● **TASK ITEM**:
Pull every line with "Wybickiego" from the data.

● **RECORD EXTRACTS**:
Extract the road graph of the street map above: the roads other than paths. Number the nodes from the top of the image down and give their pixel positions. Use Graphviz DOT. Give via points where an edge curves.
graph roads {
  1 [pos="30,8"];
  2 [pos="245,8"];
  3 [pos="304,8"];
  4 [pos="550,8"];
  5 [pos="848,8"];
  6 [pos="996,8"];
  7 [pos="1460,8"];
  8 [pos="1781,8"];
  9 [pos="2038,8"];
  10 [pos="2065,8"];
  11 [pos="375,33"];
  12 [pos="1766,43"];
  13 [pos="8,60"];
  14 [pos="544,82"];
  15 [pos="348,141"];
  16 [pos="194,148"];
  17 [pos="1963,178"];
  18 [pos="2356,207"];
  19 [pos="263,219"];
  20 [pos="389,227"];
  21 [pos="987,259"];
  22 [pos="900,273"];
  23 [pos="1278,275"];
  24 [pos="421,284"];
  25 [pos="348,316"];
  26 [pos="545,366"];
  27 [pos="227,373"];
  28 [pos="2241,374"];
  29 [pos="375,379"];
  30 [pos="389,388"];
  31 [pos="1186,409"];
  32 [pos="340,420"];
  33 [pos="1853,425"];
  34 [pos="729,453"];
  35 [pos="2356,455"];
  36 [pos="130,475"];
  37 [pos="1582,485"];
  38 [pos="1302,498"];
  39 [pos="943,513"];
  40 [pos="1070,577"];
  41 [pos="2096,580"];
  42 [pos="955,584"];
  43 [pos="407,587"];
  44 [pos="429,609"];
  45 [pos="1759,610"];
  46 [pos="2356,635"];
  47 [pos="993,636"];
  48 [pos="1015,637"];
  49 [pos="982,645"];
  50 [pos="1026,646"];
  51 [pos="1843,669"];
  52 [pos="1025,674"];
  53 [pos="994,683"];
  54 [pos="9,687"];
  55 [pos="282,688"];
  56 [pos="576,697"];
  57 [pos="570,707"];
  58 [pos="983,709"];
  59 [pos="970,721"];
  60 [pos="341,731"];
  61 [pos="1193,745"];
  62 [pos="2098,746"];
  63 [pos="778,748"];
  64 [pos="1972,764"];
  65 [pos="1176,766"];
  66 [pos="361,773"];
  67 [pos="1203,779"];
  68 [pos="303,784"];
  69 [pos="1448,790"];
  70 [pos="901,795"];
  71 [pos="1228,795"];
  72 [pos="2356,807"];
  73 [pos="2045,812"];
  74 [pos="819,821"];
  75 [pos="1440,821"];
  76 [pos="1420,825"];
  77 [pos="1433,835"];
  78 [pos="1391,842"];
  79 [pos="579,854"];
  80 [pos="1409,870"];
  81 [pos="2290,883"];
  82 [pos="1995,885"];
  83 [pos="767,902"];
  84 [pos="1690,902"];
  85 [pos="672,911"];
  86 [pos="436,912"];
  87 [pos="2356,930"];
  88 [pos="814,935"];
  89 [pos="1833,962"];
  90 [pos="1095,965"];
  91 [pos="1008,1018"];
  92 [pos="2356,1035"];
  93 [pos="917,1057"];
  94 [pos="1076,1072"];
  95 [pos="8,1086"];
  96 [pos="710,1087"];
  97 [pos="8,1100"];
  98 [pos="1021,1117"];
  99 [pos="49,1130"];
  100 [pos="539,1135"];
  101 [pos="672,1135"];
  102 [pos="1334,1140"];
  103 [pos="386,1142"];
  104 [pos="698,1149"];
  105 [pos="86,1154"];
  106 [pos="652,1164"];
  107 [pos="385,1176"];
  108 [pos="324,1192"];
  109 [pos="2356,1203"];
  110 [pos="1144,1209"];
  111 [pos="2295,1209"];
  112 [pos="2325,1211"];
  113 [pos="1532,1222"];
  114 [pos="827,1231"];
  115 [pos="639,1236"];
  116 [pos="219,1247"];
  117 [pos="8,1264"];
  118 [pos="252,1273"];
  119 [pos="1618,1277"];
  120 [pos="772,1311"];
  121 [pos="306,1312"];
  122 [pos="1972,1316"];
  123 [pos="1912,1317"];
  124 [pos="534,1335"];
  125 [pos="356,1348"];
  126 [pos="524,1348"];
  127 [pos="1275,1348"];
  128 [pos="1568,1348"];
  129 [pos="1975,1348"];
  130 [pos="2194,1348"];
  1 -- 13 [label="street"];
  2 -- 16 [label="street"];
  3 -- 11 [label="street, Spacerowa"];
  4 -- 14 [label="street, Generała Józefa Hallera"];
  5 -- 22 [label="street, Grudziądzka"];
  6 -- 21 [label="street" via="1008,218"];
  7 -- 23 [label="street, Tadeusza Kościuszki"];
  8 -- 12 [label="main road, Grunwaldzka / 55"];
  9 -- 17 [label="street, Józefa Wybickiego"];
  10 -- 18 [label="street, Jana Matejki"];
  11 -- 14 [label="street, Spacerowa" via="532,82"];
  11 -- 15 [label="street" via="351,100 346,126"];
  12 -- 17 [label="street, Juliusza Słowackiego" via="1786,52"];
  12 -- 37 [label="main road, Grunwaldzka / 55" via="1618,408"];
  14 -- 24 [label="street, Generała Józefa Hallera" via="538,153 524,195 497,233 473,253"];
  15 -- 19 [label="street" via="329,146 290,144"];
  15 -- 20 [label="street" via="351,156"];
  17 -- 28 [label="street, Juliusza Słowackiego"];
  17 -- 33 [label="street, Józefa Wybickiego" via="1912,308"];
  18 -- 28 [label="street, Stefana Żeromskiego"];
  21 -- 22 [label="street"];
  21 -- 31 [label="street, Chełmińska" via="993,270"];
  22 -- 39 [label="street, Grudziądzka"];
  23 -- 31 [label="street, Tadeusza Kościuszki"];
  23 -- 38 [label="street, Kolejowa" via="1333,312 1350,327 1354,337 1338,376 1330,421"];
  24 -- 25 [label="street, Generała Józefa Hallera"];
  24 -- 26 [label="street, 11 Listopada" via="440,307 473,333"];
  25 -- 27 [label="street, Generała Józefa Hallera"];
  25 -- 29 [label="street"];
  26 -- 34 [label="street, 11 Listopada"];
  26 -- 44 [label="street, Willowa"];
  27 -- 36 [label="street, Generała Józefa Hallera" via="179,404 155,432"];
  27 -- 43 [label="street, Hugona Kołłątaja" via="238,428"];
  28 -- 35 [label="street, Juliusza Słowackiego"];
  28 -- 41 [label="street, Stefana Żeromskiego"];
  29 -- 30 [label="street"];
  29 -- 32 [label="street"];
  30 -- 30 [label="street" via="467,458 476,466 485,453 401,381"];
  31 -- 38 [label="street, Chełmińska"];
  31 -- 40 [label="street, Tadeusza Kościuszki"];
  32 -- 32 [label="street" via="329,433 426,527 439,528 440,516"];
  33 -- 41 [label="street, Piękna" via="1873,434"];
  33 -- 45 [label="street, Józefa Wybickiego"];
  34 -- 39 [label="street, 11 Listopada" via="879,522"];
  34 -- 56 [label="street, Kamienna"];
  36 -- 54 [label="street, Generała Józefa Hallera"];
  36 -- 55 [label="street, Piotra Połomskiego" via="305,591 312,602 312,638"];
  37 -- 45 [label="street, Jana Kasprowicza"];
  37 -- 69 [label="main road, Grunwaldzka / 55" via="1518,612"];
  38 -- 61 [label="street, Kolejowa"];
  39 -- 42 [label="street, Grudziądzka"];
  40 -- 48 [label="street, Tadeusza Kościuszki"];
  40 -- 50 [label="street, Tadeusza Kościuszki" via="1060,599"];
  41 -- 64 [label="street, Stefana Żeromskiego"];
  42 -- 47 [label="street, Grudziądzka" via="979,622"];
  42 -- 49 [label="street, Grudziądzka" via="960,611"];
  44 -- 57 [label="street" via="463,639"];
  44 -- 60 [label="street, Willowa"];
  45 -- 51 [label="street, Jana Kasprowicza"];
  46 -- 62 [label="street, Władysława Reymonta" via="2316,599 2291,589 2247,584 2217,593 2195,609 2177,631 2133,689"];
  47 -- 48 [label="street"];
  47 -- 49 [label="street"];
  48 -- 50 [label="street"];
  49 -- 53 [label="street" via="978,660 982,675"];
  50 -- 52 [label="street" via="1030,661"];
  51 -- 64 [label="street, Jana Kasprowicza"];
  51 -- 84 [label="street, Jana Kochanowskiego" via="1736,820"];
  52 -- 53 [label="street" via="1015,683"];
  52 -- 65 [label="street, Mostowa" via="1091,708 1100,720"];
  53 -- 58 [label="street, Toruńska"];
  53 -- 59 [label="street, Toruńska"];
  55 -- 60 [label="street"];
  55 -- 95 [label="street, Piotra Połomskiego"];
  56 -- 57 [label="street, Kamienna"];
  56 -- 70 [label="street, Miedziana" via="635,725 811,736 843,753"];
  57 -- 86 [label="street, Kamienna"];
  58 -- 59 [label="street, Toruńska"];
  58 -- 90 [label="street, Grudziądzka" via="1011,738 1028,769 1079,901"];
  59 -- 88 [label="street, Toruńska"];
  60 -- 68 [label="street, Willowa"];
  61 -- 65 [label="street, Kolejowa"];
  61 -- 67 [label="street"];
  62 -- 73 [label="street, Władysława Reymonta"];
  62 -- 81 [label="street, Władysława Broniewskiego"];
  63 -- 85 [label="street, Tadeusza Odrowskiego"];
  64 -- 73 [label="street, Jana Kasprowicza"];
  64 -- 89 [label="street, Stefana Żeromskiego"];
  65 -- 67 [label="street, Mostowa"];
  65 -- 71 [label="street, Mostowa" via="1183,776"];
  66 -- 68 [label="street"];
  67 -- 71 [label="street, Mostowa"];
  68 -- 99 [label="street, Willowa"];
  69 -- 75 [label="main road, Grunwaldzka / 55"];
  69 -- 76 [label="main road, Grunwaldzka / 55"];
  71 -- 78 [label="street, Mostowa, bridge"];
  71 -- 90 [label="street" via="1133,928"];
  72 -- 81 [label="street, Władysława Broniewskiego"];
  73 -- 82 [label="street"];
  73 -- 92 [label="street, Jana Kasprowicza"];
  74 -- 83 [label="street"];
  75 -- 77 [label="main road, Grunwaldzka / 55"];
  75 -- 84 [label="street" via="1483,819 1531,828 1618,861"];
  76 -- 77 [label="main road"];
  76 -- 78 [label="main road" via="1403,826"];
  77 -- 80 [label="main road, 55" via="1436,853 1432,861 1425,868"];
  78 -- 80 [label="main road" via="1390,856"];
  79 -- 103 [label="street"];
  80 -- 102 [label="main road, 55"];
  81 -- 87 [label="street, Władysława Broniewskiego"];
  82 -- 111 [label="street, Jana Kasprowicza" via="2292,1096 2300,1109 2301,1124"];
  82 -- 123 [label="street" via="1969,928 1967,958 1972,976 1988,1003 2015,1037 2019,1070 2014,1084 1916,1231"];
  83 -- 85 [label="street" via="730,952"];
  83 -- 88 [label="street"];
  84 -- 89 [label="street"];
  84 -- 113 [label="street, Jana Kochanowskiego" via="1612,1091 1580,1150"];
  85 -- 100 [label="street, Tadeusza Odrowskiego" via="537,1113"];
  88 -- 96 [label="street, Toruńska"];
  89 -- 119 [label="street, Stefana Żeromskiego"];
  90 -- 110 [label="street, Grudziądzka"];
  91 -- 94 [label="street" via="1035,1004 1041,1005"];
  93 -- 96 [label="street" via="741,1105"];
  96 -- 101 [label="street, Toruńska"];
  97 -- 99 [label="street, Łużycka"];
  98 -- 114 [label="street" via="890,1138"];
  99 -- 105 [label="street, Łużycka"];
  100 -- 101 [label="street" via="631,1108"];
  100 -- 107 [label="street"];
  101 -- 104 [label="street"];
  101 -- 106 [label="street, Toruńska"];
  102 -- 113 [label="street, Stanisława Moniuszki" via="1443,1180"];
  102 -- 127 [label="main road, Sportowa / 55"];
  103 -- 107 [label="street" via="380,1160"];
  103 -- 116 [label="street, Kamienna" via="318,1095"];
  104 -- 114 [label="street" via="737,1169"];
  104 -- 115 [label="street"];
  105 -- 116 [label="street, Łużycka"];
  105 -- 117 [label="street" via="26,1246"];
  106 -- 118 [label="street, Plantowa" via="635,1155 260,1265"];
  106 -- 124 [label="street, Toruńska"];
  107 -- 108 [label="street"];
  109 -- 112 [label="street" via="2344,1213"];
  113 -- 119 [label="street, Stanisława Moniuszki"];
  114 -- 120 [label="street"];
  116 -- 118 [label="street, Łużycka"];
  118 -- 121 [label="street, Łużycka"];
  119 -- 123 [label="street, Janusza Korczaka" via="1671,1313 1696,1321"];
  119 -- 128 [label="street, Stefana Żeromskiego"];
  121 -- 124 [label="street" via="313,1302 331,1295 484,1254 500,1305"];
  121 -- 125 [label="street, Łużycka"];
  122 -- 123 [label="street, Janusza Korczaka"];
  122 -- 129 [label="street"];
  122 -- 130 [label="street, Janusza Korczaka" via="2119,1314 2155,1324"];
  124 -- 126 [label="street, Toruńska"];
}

● **RESPONSE AREA**:
  9 -- 17 [label="street, Józefa Wybickiego"];
  17 -- 33 [label="street, Józefa Wybickiego" via="1912,308"];
  33 -- 45 [label="street, Józefa Wybickiego"];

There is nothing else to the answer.